If problems are expected to be found, (i.e., in an older, home with lots of 'deferred maintenance') , when it is one of my teams listings, the listing agent is in attendance as well. The reason for this is to be absolutely clear on the deficiencies pointed out by the inspector. Their reports, while comprehensive, are often hard to read; and their literary skills are often lacking as well. Many do not annotate their reports with photos.

The one person who should NOT be there, as a usual thing, is the seller. <Unless he is paying for a pre-contract inspection.> Why? Because any statements that the seller makes to the buyer, particularly if witnessed, might be taken as enforceable.

For example, if the seller were there in the above example (small cracks in basement wall) and the owner said he would take care of it. The owner meant he would paint over them to seal them; whereas the buyer might think he meant rebuilding the basement.

SO, to answer your question, in my opinion, at an inspection; the Buyer, the Buyer;s Agent, and the Listing Agent. The Seller should not be there, but available via phone to answer any specific questions the Listing agent might call with.
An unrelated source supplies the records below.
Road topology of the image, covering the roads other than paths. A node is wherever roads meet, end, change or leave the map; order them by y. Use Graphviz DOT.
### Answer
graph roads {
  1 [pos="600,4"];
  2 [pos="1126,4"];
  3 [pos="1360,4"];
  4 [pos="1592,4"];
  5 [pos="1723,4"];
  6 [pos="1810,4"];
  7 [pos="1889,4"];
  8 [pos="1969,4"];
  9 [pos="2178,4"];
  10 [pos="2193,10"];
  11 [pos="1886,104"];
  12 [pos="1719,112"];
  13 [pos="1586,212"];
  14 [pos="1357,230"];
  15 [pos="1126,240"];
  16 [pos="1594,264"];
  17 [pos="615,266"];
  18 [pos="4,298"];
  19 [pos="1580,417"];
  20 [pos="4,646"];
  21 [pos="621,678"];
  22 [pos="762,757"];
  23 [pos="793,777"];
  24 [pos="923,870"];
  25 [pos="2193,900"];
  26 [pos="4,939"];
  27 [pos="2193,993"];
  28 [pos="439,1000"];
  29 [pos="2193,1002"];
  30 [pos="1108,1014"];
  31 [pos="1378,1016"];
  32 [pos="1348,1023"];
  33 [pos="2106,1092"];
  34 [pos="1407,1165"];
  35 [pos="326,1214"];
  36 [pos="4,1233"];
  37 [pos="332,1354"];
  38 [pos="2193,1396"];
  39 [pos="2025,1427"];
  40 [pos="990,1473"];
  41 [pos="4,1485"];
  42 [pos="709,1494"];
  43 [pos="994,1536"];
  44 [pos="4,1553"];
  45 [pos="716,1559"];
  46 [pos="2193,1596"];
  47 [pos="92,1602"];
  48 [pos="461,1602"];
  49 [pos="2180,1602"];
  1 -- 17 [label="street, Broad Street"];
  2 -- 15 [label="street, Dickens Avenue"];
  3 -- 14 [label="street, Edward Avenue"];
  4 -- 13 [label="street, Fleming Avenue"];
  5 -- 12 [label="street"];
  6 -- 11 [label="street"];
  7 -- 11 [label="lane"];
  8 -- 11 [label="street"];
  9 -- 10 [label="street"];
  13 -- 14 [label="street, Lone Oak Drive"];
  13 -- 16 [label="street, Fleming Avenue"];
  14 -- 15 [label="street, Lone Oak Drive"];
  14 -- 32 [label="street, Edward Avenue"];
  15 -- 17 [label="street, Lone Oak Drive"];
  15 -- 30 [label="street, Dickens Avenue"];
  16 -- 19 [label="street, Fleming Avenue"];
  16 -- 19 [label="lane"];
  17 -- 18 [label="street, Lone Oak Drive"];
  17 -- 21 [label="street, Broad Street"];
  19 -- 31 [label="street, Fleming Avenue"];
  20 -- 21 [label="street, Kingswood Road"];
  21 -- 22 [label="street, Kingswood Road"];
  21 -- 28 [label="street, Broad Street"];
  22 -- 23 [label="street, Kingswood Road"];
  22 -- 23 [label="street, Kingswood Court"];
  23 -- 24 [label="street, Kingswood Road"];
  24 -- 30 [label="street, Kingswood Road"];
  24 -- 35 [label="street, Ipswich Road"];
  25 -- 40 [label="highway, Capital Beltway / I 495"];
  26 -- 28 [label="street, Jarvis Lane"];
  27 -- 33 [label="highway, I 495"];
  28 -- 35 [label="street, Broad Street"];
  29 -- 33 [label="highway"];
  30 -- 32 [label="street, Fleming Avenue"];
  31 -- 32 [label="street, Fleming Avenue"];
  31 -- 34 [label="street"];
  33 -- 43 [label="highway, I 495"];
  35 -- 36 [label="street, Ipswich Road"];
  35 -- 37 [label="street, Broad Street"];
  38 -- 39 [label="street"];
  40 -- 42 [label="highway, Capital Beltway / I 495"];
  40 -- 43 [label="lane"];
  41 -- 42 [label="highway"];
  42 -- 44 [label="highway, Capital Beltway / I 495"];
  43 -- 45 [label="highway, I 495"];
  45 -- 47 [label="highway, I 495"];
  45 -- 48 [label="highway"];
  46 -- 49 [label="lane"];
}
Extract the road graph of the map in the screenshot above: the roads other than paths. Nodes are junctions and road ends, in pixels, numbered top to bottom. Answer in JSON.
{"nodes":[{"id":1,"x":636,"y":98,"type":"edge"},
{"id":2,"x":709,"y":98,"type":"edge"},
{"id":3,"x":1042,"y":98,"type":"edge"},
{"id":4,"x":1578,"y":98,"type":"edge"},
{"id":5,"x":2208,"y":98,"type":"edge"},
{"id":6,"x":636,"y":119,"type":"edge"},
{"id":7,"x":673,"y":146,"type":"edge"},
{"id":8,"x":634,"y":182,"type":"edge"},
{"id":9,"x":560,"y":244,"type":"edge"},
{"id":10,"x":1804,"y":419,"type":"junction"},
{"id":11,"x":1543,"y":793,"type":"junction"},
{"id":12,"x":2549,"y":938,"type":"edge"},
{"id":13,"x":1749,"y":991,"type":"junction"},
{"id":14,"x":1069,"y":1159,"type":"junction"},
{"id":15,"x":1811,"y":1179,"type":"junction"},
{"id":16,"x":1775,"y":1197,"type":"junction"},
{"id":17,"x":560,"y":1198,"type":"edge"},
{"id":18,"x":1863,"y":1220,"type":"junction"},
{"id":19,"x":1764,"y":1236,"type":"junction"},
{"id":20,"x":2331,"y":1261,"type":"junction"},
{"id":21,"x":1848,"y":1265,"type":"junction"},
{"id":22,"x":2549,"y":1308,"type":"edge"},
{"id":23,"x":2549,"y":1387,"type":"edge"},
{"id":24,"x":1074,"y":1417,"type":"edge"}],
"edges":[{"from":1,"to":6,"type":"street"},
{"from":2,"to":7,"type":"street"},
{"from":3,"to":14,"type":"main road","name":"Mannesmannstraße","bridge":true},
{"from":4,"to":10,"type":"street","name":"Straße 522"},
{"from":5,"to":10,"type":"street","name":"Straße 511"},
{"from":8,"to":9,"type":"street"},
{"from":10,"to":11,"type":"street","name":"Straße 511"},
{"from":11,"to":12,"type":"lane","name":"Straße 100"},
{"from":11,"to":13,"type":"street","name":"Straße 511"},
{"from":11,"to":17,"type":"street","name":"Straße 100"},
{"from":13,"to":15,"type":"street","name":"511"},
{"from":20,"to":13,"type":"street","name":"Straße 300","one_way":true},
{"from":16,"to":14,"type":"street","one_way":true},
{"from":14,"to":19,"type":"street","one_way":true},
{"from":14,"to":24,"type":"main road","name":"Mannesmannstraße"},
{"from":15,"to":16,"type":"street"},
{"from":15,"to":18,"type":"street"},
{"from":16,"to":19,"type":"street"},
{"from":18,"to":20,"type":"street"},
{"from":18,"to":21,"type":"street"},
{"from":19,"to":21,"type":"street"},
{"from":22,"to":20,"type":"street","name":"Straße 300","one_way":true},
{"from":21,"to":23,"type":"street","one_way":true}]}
However, for this second, structural inspection, I think that you, since you are paying for it, should be there. I am less sure that I would have the buyer there, then the previous letters. NOT that I recommend hiding anything, but, if the cracks turn out to be of serious import, you will have greater worries than this particular contract. It would give you time to consult with your agent as to the best strategy to present the findings in a way to reassure the buyer.; normally, you present the problem AND the solution, at the same time.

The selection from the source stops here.